# Your objective:
Images are to be dropped; everything else in the entries below must be copied exactly.

# Data excerpts:

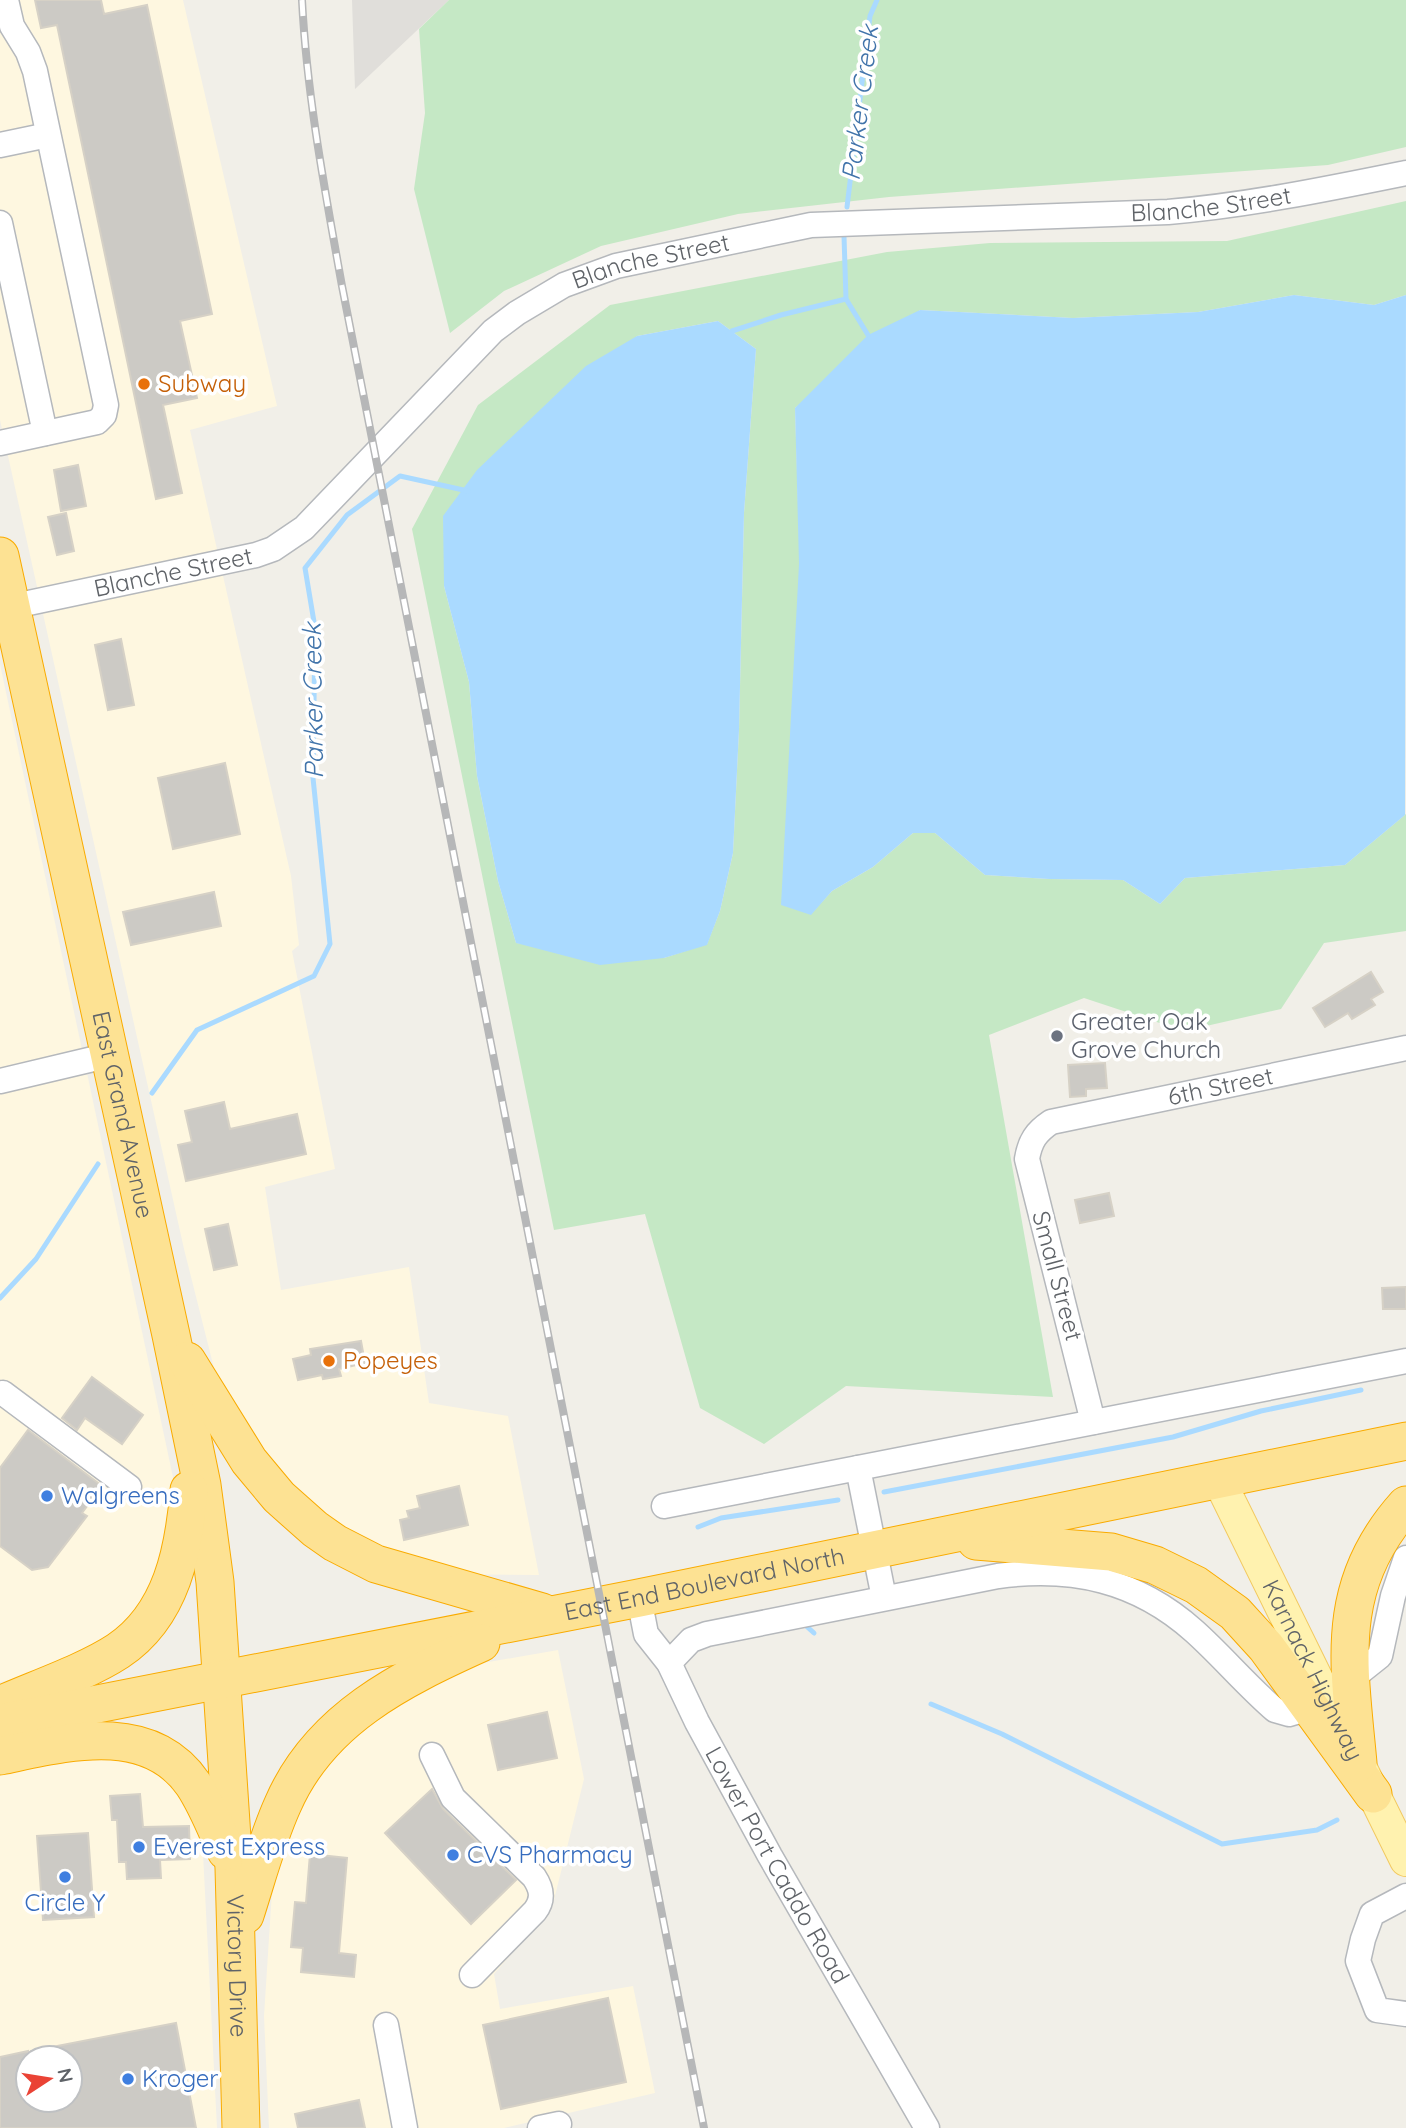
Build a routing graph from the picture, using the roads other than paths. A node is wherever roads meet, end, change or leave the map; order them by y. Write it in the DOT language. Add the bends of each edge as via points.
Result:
graph roads {
  1 [pos="6,0"];
  2 [pos="6,27"];
  3 [pos="48,135"];
  4 [pos="0,145"];
  5 [pos="1406,173"];
  6 [pos="0,223"];
  7 [pos="45,433"];
  8 [pos="0,443"];
  9 [pos="0,556"];
  10 [pos="5,608"];
  11 [pos="1406,1048"];
  12 [pos="110,1055"];
  13 [pos="0,1081"];
  14 [pos="1037,1131"];
  15 [pos="171,1335"];
  16 [pos="1406,1361"];
  17 [pos="3,1393"];
  18 [pos="1093,1422"];
  19 [pos="193,1436"];
  20 [pos="1406,1441"];
  21 [pos="858,1468"];
  22 [pos="1219,1479"];
  23 [pos="129,1487"];
  24 [pos="1406,1505"];
  25 [pos="664,1506"];
  26 [pos="929,1538"];
  27 [pos="874,1550"];
  28 [pos="1403,1573"];
  29 [pos="639,1598"];
  30 [pos="884,1598"];
  31 [pos="550,1615"];
  32 [pos="669,1663"];
  33 [pos="222,1679"];
  34 [pos="1329,1696"];
  35 [pos="0,1706"];
  36 [pos="0,1723"];
  37 [pos="432,1755"];
  38 [pos="0,1756"];
  39 [pos="1365,1779"];
  40 [pos="1406,1860"];
  41 [pos="234,1868"];
  42 [pos="1406,1896"];
  43 [pos="235,1947"];
  44 [pos="472,1975"];
  45 [pos="1406,2014"];
  46 [pos="386,2025"];
  47 [pos="241,2128"];
  48 [pos="405,2128"];
  49 [pos="927,2128"];
  1 -- 2 [label="street"];
  2 -- 3 [label="street" via="32,62"];
  3 -- 4 [label="street"];
  3 -- 7 [label="street" via="106,405 97,422"];
  5 -- 10 [label="street, Blanche Street" via="1278,199 1182,211 811,225 616,266 564,285 493,331 304,528 273,549"];
  6 -- 7 [label="street"];
  7 -- 8 [label="street"];
  9 -- 10 [label="highway, East Grand Avenue"];
  10 -- 12 [label="highway, East Grand Avenue"];
  11 -- 14 [label="street, 6th Street" via="1051,1122"];
  12 -- 13 [label="street"];
  12 -- 15 [label="highway, East Grand Avenue"];
  14 -- 18 [label="street, Small Street" via="1027,1159"];
  15 -- 19 [label="highway, East Grand Avenue"];
  15 -- 31 [label="highway" via="249,1461 279,1497 315,1529 388,1569"];
  16 -- 18 [label="street"];
  17 -- 23 [label="street"];
  18 -- 21 [label="street"];
  19 -- 33 [label="highway, East Grand Avenue" via="212,1559"];
  19 -- 35 [label="highway" via="179,1560 154,1614 117,1652"];
  20 -- 22 [label="highway, East End Boulevard North"];
  21 -- 25 [label="street"];
  21 -- 27 [label="street"];
  22 -- 26 [label="highway, East End Boulevard North"];
  22 -- 34 [label="main road, Karnack Highway"];
  24 -- 34 [label="highway" via="1376,1545 1361,1576 1349,1636"];
  26 -- 27 [label="highway, East End Boulevard North"];
  26 -- 34 [label="highway" via="1111,1552 1155,1565 1216,1598 1266,1647"];
  27 -- 29 [label="highway, East End Boulevard North"];
  27 -- 30 [label="street"];
  28 -- 34 [label="street" via="1380,1656"];
  29 -- 31 [label="highway, East End Boulevard North"];
  29 -- 32 [label="street, Lower Port Caddo Road" via="646,1634"];
  30 -- 32 [label="street" via="707,1634 691,1640"];
  30 -- 34 [label="street" via="1022,1573 1091,1577 1167,1610 1275,1710 1289,1714"];
  31 -- 33 [label="highway, East End Boulevard North"];
  31 -- 43 [label="highway" via="429,1666 337,1727 296,1778 283,1804"];
  32 -- 49 [label="street, Lower Port Caddo Road" via="770,1856"];
  33 -- 36 [label="highway, East End Boulevard North"];
  33 -- 41 [label="highway, Victory Drive"];
  34 -- 39 [label="highway"];
  34 -- 39 [label="highway"];
  37 -- 44 [label="street" via="453,1798 541,1889 535,1911"];
  38 -- 41 [label="highway" via="101,1739 158,1752 193,1784"];
  39 -- 40 [label="main road"];
  41 -- 43 [label="highway, Victory Drive"];
  42 -- 45 [label="street" via="1372,1914 1358,1961 1377,2010"];
  43 -- 47 [label="highway, Victory Drive"];
  46 -- 48 [label="street"];
}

# Answer to this exercise:
Build a routing graph from the picture, using the roads other than paths. A node is wherever roads meet, end, change or leave the map; order them by y. Write it in the DOT language. Add the bends of each edge as via points.
Result:
graph roads {
  1 [pos="6,0"];
  2 [pos="6,27"];
  3 [pos="48,135"];
  4 [pos="0,145"];
  5 [pos="1406,173"];
  6 [pos="0,223"];
  7 [pos="45,433"];
  8 [pos="0,443"];
  9 [pos="0,556"];
  10 [pos="5,608"];
  11 [pos="1406,1048"];
  12 [pos="110,1055"];
  13 [pos="0,1081"];
  14 [pos="1037,1131"];
  15 [pos="171,1335"];
  16 [pos="1406,1361"];
  17 [pos="3,1393"];
  18 [pos="1093,1422"];
  19 [pos="193,1436"];
  20 [pos="1406,1441"];
  21 [pos="858,1468"];
  22 [pos="1219,1479"];
  23 [pos="129,1487"];
  24 [pos="1406,1505"];
  25 [pos="664,1506"];
  26 [pos="929,1538"];
  27 [pos="874,1550"];
  28 [pos="1403,1573"];
  29 [pos="639,1598"];
  30 [pos="884,1598"];
  31 [pos="550,1615"];
  32 [pos="669,1663"];
  33 [pos="222,1679"];
  34 [pos="1329,1696"];
  35 [pos="0,1706"];
  36 [pos="0,1723"];
  37 [pos="432,1755"];
  38 [pos="0,1756"];
  39 [pos="1365,1779"];
  40 [pos="1406,1860"];
  41 [pos="234,1868"];
  42 [pos="1406,1896"];
  43 [pos="235,1947"];
  44 [pos="472,1975"];
  45 [pos="1406,2014"];
  46 [pos="386,2025"];
  47 [pos="241,2128"];
  48 [pos="405,2128"];
  49 [pos="927,2128"];
  1 -- 2 [label="street"];
  2 -- 3 [label="street" via="32,62"];
  3 -- 4 [label="street"];
  3 -- 7 [label="street" via="106,405 97,422"];
  5 -- 10 [label="street, Blanche Street" via="1278,199 1182,211 811,225 616,266 564,285 493,331 304,528 273,549"];
  6 -- 7 [label="street"];
  7 -- 8 [label="street"];
  9 -- 10 [label="highway, East Grand Avenue"];
  10 -- 12 [label="highway, East Grand Avenue"];
  11 -- 14 [label="street, 6th Street" via="1051,1122"];
  12 -- 13 [label="street"];
  12 -- 15 [label="highway, East Grand Avenue"];
  14 -- 18 [label="street, Small Street" via="1027,1159"];
  15 -- 19 [label="highway, East Grand Avenue"];
  15 -- 31 [label="highway" via="249,1461 279,1497 315,1529 388,1569"];
  16 -- 18 [label="street"];
  17 -- 23 [label="street"];
  18 -- 21 [label="street"];
  19 -- 33 [label="highway, East Grand Avenue" via="212,1559"];
  19 -- 35 [label="highway" via="179,1560 154,1614 117,1652"];
  20 -- 22 [label="highway, East End Boulevard North"];
  21 -- 25 [label="street"];
  21 -- 27 [label="street"];
  22 -- 26 [label="highway, East End Boulevard North"];
  22 -- 34 [label="main road, Karnack Highway"];
  24 -- 34 [label="highway" via="1376,1545 1361,1576 1349,1636"];
  26 -- 27 [label="highway, East End Boulevard North"];
  26 -- 34 [label="highway" via="1111,1552 1155,1565 1216,1598 1266,1647"];
  27 -- 29 [label="highway, East End Boulevard North"];
  27 -- 30 [label="street"];
  28 -- 34 [label="street" via="1380,1656"];
  29 -- 31 [label="highway, East End Boulevard North"];
  29 -- 32 [label="street, Lower Port Caddo Road" via="646,1634"];
  30 -- 32 [label="street" via="707,1634 691,1640"];
  30 -- 34 [label="street" via="1022,1573 1091,1577 1167,1610 1275,1710 1289,1714"];
  31 -- 33 [label="highway, East End Boulevard North"];
  31 -- 43 [label="highway" via="429,1666 337,1727 296,1778 283,1804"];
  32 -- 49 [label="street, Lower Port Caddo Road" via="770,1856"];
  33 -- 36 [label="highway, East End Boulevard North"];
  33 -- 41 [label="highway, Victory Drive"];
  34 -- 39 [label="highway"];
  34 -- 39 [label="highway"];
  37 -- 44 [label="street" via="453,1798 541,1889 535,1911"];
  38 -- 41 [label="highway" via="101,1739 158,1752 193,1784"];
  39 -- 40 [label="main road"];
  41 -- 43 [label="highway, Victory Drive"];
  42 -- 45 [label="street" via="1372,1914 1358,1961 1377,2010"];
  43 -- 47 [label="highway, Victory Drive"];
  46 -- 48 [label="street"];
}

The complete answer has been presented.